■ DATA FOR THIS EXERCISE:
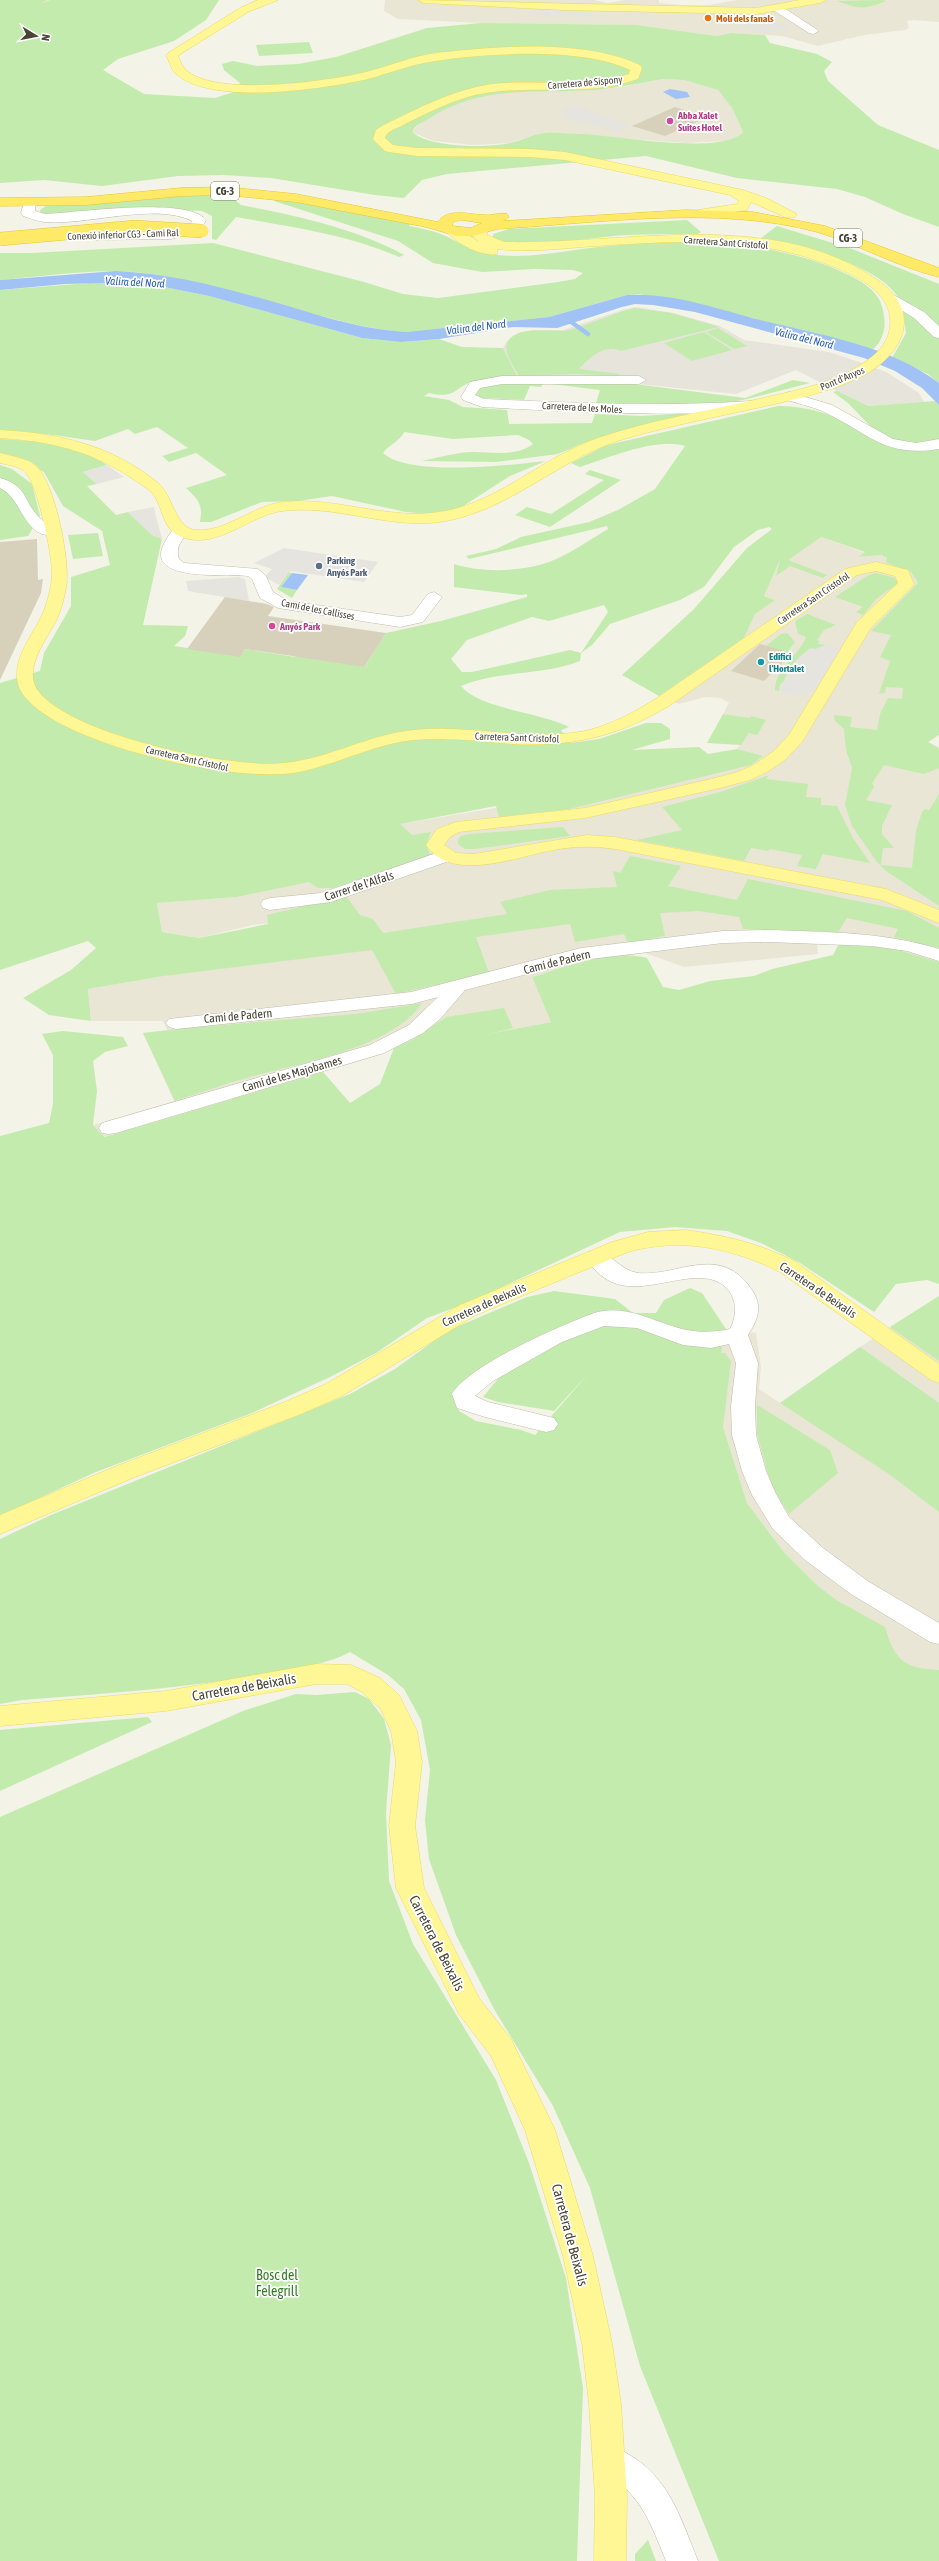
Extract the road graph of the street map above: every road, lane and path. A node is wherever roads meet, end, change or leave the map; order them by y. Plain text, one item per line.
1 (272, 0) edge
2 (424, 0) edge
3 (820, 0) edge
4 (777, 8) junction
5 (813, 31) dead end
6 (725, 190) junction
7 (738, 193) junction
8 (2, 198) edge
9 (30, 202) junction
10 (738, 208) junction
11 (708, 210) junction
12 (438, 214) junction
13 (790, 214) junction
14 (456, 217) junction
15 (505, 217) junction
16 (483, 225) junction
17 (449, 229) junction
18 (202, 231) dead end
19 (0, 239) edge
20 (626, 240) junction
21 (939, 264) edge
22 (939, 273) edge
23 (890, 297) junction
24 (898, 314) joint
25 (939, 334) edge
26 (639, 380) dead end
27 (795, 395) junction
28 (756, 404) junction
29 (0, 434) edge
30 (939, 444) edge
31 (0, 458) edge
32 (0, 483) edge
33 (52, 531) junction
34 (181, 531) junction
35 (434, 596) dead end
36 (445, 856) junction
37 (270, 904) dead end
38 (939, 917) edge
39 (939, 955) edge
40 (457, 987) junction
41 (176, 1023) dead end
42 (109, 1128) dead end
43 (596, 1257) junction
44 (737, 1335) junction
45 (939, 1375) edge
46 (546, 1424) dead end
47 (0, 1525) edge
48 (939, 1635) edge
49 (0, 1716) edge
50 (609, 2460) junction
51 (610, 2561) edge
52 (682, 2561) edge

1 - 6 main road, Carretera de Sispony
2 - 4 main road
3 - 4 main road
4 - 5 street
6 - 7 main road
6 - 11 main road
7 - 10 main road
7 - 13 main road
8 - 9 highway, CG-3
8 - 12 highway, CG-3
9 - 17 highway, CG-3
9 - 19 street, Conexió inferior CG3 - Cami Ral
10 - 11 main road
10 - 13 highway, CG-3
11 - 15 highway, CG-3
11 - 16 highway, CG-3
11 - 22 highway, CG-3
12 - 14 highway, CG-3
12 - 15 highway, CG-3
13 - 21 highway, CG-3
14 - 16 highway, CG-3
14 - 17 highway
15 - 16 highway, CG-3
16 - 17 highway, CG-3
16 - 20 main road, Carretera Sant Cristofol
17 - 20 main road, Carretera Sant Cristofol
18 - 19 highway, bridge
20 - 23 main road, Carretera Sant Cristofol
23 - 24 main road, Carretera Sant Cristofol
23 - 25 street
24 - 27 main road, Pont d'Anyos
26 - 28 street, Carretera de les Moles
27 - 28 main road
27 - 30 street
28 - 34 main road
29 - 34 main road
31 - 33 main road, Carretera Sant Cristofol
32 - 33 street
33 - 36 main road, Carretera Sant Cristofol
34 - 35 street, Camí de les Callisses
36 - 37 street, Carrer de l'Alfals
36 - 38 main road
39 - 40 street, Camí de Padern
40 - 41 street, Camí de Padern
40 - 42 street, Camí de les Majobames
43 - 44 street
43 - 45 main road, Carretera de Beixalis
43 - 47 main road, Carretera de Beixalis
44 - 46 street
44 - 48 street
49 - 50 main road, Carretera de Beixalis
50 - 51 main road, Carretera de Beixalis
50 - 52 street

■ EXERCISE REQUIREMENTS:
Transcribe the listing in full and omit the pictures.

■ EXERCISE ANSWER:
Extract the road graph of the street map above: every road, lane and path. A node is wherever roads meet, end, change or leave the map; order them by y. Plain text, one item per line.
1 (272, 0) edge
2 (424, 0) edge
3 (820, 0) edge
4 (777, 8) junction
5 (813, 31) dead end
6 (725, 190) junction
7 (738, 193) junction
8 (2, 198) edge
9 (30, 202) junction
10 (738, 208) junction
11 (708, 210) junction
12 (438, 214) junction
13 (790, 214) junction
14 (456, 217) junction
15 (505, 217) junction
16 (483, 225) junction
17 (449, 229) junction
18 (202, 231) dead end
19 (0, 239) edge
20 (626, 240) junction
21 (939, 264) edge
22 (939, 273) edge
23 (890, 297) junction
24 (898, 314) joint
25 (939, 334) edge
26 (639, 380) dead end
27 (795, 395) junction
28 (756, 404) junction
29 (0, 434) edge
30 (939, 444) edge
31 (0, 458) edge
32 (0, 483) edge
33 (52, 531) junction
34 (181, 531) junction
35 (434, 596) dead end
36 (445, 856) junction
37 (270, 904) dead end
38 (939, 917) edge
39 (939, 955) edge
40 (457, 987) junction
41 (176, 1023) dead end
42 (109, 1128) dead end
43 (596, 1257) junction
44 (737, 1335) junction
45 (939, 1375) edge
46 (546, 1424) dead end
47 (0, 1525) edge
48 (939, 1635) edge
49 (0, 1716) edge
50 (609, 2460) junction
51 (610, 2561) edge
52 (682, 2561) edge

1 - 6 main road, Carretera de Sispony
2 - 4 main road
3 - 4 main road
4 - 5 street
6 - 7 main road
6 - 11 main road
7 - 10 main road
7 - 13 main road
8 - 9 highway, CG-3
8 - 12 highway, CG-3
9 - 17 highway, CG-3
9 - 19 street, Conexió inferior CG3 - Cami Ral
10 - 11 main road
10 - 13 highway, CG-3
11 - 15 highway, CG-3
11 - 16 highway, CG-3
11 - 22 highway, CG-3
12 - 14 highway, CG-3
12 - 15 highway, CG-3
13 - 21 highway, CG-3
14 - 16 highway, CG-3
14 - 17 highway
15 - 16 highway, CG-3
16 - 17 highway, CG-3
16 - 20 main road, Carretera Sant Cristofol
17 - 20 main road, Carretera Sant Cristofol
18 - 19 highway, bridge
20 - 23 main road, Carretera Sant Cristofol
23 - 24 main road, Carretera Sant Cristofol
23 - 25 street
24 - 27 main road, Pont d'Anyos
26 - 28 street, Carretera de les Moles
27 - 28 main road
27 - 30 street
28 - 34 main road
29 - 34 main road
31 - 33 main road, Carretera Sant Cristofol
32 - 33 street
33 - 36 main road, Carretera Sant Cristofol
34 - 35 street, Camí de les Callisses
36 - 37 street, Carrer de l'Alfals
36 - 38 main road
39 - 40 street, Camí de Padern
40 - 41 street, Camí de Padern
40 - 42 street, Camí de les Majobames
43 - 44 street
43 - 45 main road, Carretera de Beixalis
43 - 47 main road, Carretera de Beixalis
44 - 46 street
44 - 48 street
49 - 50 main road, Carretera de Beixalis
50 - 51 main road, Carretera de Beixalis
50 - 52 street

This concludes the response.